---------- Information shown

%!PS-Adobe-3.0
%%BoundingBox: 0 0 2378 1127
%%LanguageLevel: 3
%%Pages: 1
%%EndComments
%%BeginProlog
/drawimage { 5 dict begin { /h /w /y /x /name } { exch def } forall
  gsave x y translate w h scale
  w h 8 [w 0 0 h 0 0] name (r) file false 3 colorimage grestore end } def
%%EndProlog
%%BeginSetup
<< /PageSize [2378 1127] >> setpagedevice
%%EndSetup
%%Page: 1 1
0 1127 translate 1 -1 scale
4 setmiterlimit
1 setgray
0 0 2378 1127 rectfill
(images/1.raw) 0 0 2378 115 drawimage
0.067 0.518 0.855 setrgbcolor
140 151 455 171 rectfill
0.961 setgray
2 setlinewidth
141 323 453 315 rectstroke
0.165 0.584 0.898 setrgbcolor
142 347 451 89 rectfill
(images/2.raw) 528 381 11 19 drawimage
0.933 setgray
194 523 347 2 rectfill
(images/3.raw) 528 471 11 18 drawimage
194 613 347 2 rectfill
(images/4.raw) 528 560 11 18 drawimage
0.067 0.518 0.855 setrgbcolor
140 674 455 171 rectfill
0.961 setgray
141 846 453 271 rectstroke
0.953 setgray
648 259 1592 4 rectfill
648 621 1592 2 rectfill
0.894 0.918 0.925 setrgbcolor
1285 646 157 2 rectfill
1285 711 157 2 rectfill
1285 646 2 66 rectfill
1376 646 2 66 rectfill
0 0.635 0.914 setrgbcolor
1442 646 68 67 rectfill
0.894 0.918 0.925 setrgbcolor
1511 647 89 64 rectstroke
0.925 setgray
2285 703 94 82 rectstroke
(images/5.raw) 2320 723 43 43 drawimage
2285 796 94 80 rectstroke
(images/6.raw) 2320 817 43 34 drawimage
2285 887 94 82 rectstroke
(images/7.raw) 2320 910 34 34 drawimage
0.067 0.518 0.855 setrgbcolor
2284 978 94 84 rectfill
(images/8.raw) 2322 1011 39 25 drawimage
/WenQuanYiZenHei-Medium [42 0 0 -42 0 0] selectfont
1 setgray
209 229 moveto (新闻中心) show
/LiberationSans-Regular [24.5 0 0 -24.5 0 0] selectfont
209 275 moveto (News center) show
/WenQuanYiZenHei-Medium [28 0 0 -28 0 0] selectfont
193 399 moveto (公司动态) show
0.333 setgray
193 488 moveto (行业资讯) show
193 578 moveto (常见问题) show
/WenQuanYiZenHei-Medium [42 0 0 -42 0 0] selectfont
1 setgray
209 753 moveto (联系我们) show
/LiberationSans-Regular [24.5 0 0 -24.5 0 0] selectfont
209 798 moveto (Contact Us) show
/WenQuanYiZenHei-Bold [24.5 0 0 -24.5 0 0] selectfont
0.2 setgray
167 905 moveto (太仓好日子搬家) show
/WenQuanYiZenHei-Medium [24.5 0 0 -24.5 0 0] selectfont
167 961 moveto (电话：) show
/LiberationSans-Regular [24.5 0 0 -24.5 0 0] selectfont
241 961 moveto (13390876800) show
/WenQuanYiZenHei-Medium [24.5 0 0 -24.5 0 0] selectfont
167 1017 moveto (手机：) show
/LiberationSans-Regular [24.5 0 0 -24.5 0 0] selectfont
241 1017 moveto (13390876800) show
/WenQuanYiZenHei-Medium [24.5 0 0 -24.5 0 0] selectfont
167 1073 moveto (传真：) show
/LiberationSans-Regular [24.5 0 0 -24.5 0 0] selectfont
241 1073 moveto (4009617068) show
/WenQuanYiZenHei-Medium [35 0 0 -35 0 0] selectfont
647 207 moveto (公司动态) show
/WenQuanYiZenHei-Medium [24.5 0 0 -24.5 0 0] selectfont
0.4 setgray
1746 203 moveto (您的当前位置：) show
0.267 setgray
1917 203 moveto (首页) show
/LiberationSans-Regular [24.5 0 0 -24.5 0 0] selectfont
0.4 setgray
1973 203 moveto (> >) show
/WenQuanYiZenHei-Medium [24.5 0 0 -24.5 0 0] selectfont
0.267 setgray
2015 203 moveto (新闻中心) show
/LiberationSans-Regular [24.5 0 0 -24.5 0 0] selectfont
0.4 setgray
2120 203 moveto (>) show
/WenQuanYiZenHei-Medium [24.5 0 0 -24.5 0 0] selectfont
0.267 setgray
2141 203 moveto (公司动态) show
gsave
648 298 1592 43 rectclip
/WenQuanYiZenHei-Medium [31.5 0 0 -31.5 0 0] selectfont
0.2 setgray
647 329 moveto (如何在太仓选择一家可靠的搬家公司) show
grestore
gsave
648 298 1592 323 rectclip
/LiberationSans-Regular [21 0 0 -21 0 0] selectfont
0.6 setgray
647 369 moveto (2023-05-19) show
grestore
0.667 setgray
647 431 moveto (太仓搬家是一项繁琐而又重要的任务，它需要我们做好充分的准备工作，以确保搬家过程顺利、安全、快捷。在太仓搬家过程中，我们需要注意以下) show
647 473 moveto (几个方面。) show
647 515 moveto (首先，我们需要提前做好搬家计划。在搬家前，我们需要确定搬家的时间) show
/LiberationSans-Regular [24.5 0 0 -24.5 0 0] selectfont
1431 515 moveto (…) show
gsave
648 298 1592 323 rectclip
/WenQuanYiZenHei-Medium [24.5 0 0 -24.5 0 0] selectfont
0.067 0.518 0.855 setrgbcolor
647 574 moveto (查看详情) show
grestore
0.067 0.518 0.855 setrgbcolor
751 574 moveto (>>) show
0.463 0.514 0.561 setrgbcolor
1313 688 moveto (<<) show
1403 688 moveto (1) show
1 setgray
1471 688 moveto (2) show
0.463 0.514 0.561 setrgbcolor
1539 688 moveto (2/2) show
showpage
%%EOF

--------------------
---------- Information shown

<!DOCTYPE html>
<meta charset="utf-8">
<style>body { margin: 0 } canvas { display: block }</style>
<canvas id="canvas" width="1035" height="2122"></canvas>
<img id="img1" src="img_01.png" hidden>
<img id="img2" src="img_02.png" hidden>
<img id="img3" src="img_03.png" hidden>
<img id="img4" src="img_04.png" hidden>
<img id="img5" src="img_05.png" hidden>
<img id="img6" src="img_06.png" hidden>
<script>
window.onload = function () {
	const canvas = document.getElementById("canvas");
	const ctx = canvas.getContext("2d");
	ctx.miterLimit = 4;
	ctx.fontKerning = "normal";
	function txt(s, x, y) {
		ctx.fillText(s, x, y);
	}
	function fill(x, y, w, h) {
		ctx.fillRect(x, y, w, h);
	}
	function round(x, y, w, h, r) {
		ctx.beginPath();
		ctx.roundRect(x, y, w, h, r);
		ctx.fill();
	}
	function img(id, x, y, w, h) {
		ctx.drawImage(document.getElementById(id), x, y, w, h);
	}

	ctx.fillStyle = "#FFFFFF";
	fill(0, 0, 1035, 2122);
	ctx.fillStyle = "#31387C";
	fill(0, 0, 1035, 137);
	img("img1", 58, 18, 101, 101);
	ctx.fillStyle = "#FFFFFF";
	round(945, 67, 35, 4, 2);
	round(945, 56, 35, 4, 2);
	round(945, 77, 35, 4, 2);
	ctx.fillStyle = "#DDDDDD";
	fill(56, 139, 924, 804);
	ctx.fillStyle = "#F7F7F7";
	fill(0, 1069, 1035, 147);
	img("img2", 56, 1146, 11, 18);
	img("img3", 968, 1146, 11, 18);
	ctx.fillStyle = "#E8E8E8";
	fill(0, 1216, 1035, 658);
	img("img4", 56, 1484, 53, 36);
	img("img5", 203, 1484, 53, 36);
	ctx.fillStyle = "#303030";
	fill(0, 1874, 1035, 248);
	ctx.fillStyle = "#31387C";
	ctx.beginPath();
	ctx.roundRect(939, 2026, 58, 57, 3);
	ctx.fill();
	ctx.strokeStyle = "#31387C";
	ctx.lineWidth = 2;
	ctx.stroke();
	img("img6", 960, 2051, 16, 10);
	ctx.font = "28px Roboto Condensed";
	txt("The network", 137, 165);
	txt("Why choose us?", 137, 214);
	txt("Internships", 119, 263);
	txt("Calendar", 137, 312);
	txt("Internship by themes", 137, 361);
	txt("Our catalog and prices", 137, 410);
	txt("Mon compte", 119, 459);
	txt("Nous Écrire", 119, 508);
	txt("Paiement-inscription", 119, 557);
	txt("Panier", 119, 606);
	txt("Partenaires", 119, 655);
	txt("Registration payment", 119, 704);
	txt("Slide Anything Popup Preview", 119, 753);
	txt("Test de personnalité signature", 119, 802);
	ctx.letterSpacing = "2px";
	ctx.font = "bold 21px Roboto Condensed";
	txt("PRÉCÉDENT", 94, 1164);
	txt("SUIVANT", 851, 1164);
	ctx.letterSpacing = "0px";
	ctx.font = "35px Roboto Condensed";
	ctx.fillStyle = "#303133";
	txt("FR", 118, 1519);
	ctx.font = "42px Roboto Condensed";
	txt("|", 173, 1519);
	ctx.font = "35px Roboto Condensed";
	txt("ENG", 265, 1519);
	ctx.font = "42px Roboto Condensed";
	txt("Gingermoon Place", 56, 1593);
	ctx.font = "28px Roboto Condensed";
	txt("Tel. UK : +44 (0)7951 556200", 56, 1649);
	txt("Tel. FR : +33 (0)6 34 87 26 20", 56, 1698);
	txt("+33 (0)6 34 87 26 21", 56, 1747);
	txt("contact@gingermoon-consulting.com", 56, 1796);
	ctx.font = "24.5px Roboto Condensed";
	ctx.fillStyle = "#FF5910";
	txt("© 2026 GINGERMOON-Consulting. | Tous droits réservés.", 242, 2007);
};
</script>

--------------------

» Your instructions
Copy every line from the data that includes the string "document".

» Output of the exercise
	const canvas = document.getElementById("canvas");
		ctx.drawImage(document.getElementById(id), x, y, w, h);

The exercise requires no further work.